How to Strengthen Ankles for Skating
A woman is using a foam roller on her ankle. Photo Credit Wavebreakmedia/iStock/Getty Images

Injuries to the foot and ankle are some of the most common injuries among skaters, who make turns and quick stops that can lead to injury. Common ankle injuries include lateral ankle sprains that injure the outer ankle portion, most frequently after landing improperly after a jump or turn. Skaters also are more susceptible to high ankle sprains because they twist and turn their ankles. This sprain type can be difficult to heal due to a poor blood supply to the area.

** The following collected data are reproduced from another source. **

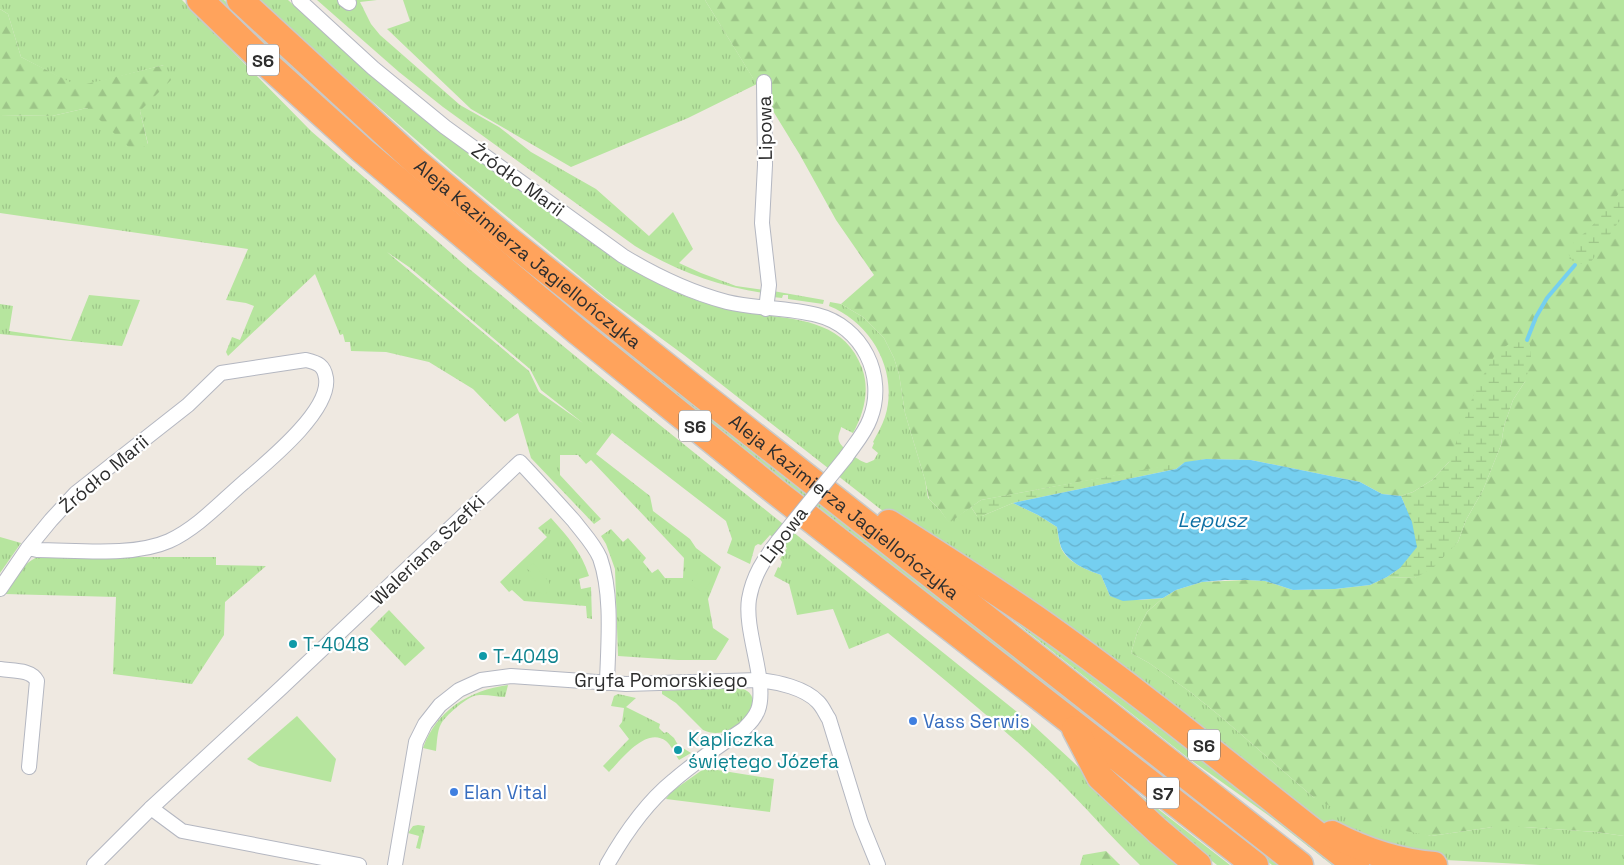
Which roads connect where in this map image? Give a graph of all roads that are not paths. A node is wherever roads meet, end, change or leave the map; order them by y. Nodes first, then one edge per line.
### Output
1 (200, 0) edge
2 (240, 0) edge
3 (299, 0) edge
4 (764, 82) dead end
5 (766, 309) junction
6 (799, 471) junction
7 (28, 548) junction
8 (0, 589) edge
9 (0, 669) edge
10 (759, 680) junction
11 (607, 683) junction
12 (1071, 722) junction
13 (29, 767) dead end
14 (151, 808) junction
15 (1284, 809) junction
16 (94, 865) edge
17 (359, 865) edge
18 (395, 865) edge
19 (607, 865) edge
20 (878, 865) edge
21 (1198, 865) edge
22 (1255, 865) edge
23 (1300, 865) edge
24 (1356, 865) edge
25 (1434, 865) edge

1 - 12 highway, Aleja Kazimierza Jagiellończyka / S6
2 - 6 highway, Aleja Kazimierza Jagiellończyka / S6
3 - 5 street, Źródło Marii
4 - 5 street, Lipowa
5 - 10 street, Lipowa, bridge
6 - 15 highway, S6
6 - 23 highway, Aleja Kazimierza Jagiellończyka / S6
7 - 7 street, Źródło Marii
7 - 8 street, Źródło Marii
9 - 13 street
10 - 11 street, Gryfa Pomorskiego
10 - 19 street, Lipowa
10 - 20 street, Gryfa Pomorskiego
11 - 14 street, Waleriana Szefki
11 - 18 street, Gryfa Pomorskiego
12 - 21 highway, S6
12 - 22 highway, Aleja Kazimierza Jagiellończyka / S7
14 - 16 street, Waleriana Szefki
14 - 17 street
15 - 24 highway
15 - 25 highway, S6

Prevention through regular strengthening exercises can help reduce your injury risk.

Step 1

Perform exercises to strengthen the dorsiflexors, the muscle group that pulls the foot up. Weak dorsiflexors are a common injury cause among skaters. Work these muscles by wrapping a resistance band around a sturdy piece of furniture and placing one edge of the loop over the top of your foot. Begin with your foot pointing down slightly, then flex the foot to bring your toes toward your body. Repeat the exercise 10 times with each foot.

Step 2

Practice proprioceptive exercises, which challenge your ankles to maintain balance while wearing your skates. Stand on a standard-size pillow or balance pad and lift one foot off the floor. Maintain your balance in this position for 10 seconds. Lower the foot to the ground and repeat 10 times, then switch to the opposite foot.

Step 3

Work the lateral muscles of the ankle through the ankle eversion exercise. This exercise involves looping a resistance band around a sturdy piece of furniture and tying the band at the ends. Wrap one end of the band around the outside portion of your foot, touching the bottom portion of your toes. Move your foot as far as you can toward your big toe, then move the foot in the opposite direction, toward your pinkie toe. You should feel the outer muscles of your leg working. Return to your starting position and repeat the exercise 10 times on your initial foot and repeat with the opposite foot.

Step 4

Stand behind a sturdy piece of furniture to perform calf raises. Because the calf muscles pull on the ankles, this provides stability to your ankles. Rest your hands lightly on the furniture with your feet facing forward. Slowly rise onto the balls of your feet, working the calf muscles. Stay at the highest point you can reach for 10 seconds, then lower to the starting position. Repeat 10 times, rest and perform two additional sets.